The 2017-2018 World Economic Forum Global Competitiveness Index noted that South Africa’s economy is nearly at a standstill, with GDP growth forecasted at just 1.0% in 2017 and 1.2% in 2018. Meanwhile the country’s unemployment rate is currently estimated to be above 25% and rising. 
In October 2017, Finance Minister Malusi Gigaba slashed growth forecasts and warned that fiscal deficits would be higher than expected for the rest of this decade. Government revenue is now forecasted to come in at about R50.9 billion less than the planned budget, which would be the worst government income gap since 2009. Gross national debt is projected to reach more than 60% GDP by 2022, with debt service costs reaching 15% of main budget revenue. 
Credit ratings agencies downgrades
In June 2017, the international credit ratings agency Moody’s downgraded South Africa one notch to BAA3 – one notch above sub investment grade. Moody’s placed South Africa on review for a downgrade in April 2017 after Finance Minister Pravin Gordhan and his deputy were sacked and replaced by pliable Zuma loyalists. In June 2017, rating agency S&P Global reaffirmed its sub investment grade at BB+.  Policy uncertainties also played a role in the ratings downgrade.
According to economists, continued low growth, in addition to increasing government debt and contingent liabilities could trigger more negative ratings actions.

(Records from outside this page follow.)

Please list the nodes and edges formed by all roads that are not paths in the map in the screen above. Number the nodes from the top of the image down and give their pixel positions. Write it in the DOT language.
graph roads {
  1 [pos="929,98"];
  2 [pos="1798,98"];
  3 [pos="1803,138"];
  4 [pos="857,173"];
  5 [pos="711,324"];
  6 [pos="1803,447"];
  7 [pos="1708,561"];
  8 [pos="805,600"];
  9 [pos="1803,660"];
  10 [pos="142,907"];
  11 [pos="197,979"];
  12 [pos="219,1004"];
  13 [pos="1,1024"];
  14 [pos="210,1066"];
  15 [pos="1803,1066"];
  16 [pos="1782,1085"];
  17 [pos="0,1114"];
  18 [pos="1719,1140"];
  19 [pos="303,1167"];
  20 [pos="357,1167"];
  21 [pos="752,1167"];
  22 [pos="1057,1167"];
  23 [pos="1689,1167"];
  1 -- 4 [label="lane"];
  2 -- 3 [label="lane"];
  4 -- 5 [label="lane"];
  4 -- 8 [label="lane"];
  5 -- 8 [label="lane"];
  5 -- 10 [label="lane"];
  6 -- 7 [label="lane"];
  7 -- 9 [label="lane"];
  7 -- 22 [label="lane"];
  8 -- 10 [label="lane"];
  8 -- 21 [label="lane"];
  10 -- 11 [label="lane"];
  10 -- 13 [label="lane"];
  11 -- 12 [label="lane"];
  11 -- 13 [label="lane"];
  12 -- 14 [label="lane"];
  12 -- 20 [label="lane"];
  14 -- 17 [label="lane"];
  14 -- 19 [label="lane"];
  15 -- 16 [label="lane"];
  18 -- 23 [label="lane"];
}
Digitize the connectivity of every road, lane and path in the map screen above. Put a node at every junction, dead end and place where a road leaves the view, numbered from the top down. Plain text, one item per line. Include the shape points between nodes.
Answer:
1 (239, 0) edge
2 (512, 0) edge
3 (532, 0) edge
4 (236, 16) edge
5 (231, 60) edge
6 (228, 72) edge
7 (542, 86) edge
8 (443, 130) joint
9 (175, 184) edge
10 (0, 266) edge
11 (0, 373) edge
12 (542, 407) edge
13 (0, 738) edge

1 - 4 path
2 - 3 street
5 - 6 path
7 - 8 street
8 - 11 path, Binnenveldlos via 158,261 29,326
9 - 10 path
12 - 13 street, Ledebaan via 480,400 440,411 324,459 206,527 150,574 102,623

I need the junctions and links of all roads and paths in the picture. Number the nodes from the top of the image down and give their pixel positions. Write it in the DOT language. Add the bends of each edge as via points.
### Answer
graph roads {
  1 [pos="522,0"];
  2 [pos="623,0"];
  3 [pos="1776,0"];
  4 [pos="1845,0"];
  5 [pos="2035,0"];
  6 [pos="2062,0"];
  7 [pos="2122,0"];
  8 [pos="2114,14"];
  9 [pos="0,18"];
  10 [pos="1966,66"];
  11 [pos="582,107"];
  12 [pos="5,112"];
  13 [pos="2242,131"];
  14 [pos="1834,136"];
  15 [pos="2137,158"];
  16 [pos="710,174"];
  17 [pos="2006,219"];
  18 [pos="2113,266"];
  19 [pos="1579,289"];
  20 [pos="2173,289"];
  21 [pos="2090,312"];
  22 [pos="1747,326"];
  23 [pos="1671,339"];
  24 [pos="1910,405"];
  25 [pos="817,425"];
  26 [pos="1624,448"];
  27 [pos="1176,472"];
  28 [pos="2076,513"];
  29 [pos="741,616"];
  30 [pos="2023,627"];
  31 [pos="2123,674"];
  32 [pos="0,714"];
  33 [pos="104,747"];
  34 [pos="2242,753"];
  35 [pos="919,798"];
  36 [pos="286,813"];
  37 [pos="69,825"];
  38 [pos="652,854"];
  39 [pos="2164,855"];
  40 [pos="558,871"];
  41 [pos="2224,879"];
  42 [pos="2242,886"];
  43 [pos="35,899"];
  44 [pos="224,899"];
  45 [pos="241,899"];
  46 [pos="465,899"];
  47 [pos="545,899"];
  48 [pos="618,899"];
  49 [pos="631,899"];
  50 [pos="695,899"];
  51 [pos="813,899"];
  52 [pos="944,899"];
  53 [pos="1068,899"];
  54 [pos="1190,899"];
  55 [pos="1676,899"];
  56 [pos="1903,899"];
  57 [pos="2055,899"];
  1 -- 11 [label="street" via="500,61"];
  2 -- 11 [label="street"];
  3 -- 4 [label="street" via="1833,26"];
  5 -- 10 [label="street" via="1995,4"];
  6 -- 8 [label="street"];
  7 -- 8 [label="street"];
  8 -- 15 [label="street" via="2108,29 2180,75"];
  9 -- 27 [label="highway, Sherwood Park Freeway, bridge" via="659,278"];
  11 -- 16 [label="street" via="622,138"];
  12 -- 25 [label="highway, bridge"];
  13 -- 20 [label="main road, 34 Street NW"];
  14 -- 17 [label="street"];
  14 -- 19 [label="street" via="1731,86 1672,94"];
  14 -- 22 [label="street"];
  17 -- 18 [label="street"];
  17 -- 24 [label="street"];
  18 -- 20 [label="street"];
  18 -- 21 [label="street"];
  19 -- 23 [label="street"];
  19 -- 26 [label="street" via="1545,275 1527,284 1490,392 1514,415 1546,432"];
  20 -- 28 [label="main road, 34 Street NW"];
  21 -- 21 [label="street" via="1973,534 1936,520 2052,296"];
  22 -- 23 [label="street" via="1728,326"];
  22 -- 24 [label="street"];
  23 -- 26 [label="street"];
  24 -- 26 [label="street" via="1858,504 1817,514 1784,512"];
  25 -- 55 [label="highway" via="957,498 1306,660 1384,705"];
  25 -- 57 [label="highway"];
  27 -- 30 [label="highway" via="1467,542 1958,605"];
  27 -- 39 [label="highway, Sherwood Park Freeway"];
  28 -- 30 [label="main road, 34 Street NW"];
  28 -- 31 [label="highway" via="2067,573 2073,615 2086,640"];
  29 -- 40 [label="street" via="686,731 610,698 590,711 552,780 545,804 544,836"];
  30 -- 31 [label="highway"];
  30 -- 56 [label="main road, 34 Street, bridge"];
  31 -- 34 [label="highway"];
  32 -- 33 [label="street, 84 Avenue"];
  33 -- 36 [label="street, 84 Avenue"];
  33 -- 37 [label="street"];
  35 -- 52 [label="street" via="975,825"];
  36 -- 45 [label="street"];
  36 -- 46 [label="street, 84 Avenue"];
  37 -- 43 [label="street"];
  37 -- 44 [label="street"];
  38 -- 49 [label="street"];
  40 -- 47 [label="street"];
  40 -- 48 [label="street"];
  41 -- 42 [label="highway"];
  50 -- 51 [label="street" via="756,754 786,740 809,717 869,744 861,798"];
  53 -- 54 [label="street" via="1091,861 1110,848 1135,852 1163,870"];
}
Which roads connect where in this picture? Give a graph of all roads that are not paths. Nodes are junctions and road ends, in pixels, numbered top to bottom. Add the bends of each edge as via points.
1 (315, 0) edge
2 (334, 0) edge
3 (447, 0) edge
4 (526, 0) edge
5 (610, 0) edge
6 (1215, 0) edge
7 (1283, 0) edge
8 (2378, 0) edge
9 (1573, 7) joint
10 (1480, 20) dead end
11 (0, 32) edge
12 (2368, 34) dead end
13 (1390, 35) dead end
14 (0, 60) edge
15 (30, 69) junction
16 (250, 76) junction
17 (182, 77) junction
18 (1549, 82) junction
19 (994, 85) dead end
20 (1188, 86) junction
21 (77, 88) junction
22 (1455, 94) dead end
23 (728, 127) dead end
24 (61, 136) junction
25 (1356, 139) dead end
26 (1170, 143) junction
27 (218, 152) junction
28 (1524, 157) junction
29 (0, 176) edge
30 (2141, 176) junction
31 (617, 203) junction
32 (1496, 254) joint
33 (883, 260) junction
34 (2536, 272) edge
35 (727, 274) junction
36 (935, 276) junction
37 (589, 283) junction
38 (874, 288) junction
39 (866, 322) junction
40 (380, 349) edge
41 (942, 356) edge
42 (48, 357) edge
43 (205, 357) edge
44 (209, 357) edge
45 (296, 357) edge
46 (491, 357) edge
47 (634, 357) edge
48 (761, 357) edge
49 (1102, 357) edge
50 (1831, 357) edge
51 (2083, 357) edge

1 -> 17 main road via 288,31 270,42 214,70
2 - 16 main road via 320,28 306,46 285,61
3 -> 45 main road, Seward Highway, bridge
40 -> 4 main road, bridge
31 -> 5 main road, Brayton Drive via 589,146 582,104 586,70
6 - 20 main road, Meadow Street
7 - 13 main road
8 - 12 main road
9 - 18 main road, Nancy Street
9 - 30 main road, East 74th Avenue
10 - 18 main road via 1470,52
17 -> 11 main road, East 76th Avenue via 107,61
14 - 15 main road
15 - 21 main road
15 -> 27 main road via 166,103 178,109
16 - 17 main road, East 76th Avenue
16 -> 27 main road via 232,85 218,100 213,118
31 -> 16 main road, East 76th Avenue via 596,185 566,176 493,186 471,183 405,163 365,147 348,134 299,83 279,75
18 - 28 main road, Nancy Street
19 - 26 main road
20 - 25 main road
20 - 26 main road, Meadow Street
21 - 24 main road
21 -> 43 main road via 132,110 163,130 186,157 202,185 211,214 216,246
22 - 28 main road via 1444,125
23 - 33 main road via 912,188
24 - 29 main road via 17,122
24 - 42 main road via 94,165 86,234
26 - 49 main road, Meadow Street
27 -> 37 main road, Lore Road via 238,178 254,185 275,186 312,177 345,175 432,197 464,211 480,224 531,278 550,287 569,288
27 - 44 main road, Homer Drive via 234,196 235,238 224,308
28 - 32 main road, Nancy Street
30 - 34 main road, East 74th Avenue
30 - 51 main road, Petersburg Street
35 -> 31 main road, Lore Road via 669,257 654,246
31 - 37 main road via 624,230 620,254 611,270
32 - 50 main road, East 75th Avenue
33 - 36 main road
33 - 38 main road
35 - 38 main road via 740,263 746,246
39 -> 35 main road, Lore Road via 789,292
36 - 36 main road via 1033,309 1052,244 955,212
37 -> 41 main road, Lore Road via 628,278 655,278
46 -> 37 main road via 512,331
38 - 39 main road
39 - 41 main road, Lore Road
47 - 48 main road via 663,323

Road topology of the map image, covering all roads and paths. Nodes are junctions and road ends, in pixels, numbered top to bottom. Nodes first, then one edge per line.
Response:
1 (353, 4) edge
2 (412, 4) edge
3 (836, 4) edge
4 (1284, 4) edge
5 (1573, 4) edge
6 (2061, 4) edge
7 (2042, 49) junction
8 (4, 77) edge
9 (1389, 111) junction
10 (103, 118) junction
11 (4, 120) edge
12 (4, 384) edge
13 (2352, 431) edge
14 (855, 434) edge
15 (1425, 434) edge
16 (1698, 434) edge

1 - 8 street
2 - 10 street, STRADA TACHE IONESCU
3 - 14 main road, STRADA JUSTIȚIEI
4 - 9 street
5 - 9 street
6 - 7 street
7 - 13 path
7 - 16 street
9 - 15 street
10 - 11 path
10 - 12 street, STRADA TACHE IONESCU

They note that the government is not performing well on a number of critical underlying indicators of governance, including political stability and government effectiveness, the performance of state-owned entities, control of corruption, and policy certainty.
Moody’s response to Gigaba’s mid-term budget has been that policy seems to have shifted away from the focus on fiscal consolidation. It is sceptical that a huge cut to state expenditure would be politically possible in the run-up to the 2019 national elections.  Another round of credit-rating downgrades remains possible. It could result in a significant international sell-off of South African bonds and further increase the cost of government borrowing and its debt burden.
Less trust and competitiveness
Business Unity South Africa (BUSA) President Jabu Mabuza has confirmed a breakdown in trust between business and governments. “We went all over the country and the world to say what the government says it is going to do to repay debt. We will generate the taxes, we will create the employment, we will invest and ensure these things can be done. The developments of the past few months have damaged that trust.” 
Lower confidence is also reflected by international business rankings. South Africa has dropped its ranking from 47 to 61 out of 137 countries in the Global Competitiveness Index of the World Economic Forum of 2017. Corruption, crime and theft, as well as government instability were cited as three primary reasons why the country had dropped 14 positions in the overall rankings this year.
Other factors related to the fall in the index include tax rates, inefficient government bureaucracy, poor work ethics of the national labour force, restrictive labour regulations, an inadequately educated workforce, inflation, access to financing, and policy instability. Although still relatively good in the African context, the country’s institutional environment (76th), financial markets (44th), and goods market efficiency (54th) are all rated as being weaker than last year. 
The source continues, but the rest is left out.